**What to do**
Each entry needs to be repeated exactly, with nothing added or removed.

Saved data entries
• • • • • • •
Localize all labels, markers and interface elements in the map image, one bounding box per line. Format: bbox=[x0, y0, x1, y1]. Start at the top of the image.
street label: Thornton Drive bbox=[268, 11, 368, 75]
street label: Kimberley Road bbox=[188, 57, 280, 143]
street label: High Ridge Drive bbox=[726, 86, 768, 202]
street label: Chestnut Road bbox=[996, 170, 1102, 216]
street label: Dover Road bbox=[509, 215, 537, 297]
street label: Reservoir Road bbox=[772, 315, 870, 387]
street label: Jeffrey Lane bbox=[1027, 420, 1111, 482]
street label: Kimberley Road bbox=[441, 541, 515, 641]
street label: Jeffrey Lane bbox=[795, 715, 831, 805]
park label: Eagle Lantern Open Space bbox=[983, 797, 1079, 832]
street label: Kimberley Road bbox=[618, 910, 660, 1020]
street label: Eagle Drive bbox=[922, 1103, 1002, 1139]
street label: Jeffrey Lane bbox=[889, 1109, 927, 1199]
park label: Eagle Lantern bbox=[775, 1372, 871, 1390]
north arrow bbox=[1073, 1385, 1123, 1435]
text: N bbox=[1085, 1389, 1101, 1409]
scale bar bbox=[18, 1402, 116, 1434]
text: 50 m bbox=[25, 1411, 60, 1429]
• • • • • • •
**Task result**
Localize all labels, markers and interface elements in the map image, one bounding box per line. Format: bbox=[x0, y0, x1, y1]. Start at the top of the image.
street label: Thornton Drive bbox=[268, 11, 368, 75]
street label: Kimberley Road bbox=[188, 57, 280, 143]
street label: High Ridge Drive bbox=[726, 86, 768, 202]
street label: Chestnut Road bbox=[996, 170, 1102, 216]
street label: Dover Road bbox=[509, 215, 537, 297]
street label: Reservoir Road bbox=[772, 315, 870, 387]
street label: Jeffrey Lane bbox=[1027, 420, 1111, 482]
street label: Kimberley Road bbox=[441, 541, 515, 641]
street label: Jeffrey Lane bbox=[795, 715, 831, 805]
park label: Eagle Lantern Open Space bbox=[983, 797, 1079, 832]
street label: Kimberley Road bbox=[618, 910, 660, 1020]
street label: Eagle Drive bbox=[922, 1103, 1002, 1139]
street label: Jeffrey Lane bbox=[889, 1109, 927, 1199]
park label: Eagle Lantern bbox=[775, 1372, 871, 1390]
north arrow bbox=[1073, 1385, 1123, 1435]
text: N bbox=[1085, 1389, 1101, 1409]
scale bar bbox=[18, 1402, 116, 1434]
text: 50 m bbox=[25, 1411, 60, 1429]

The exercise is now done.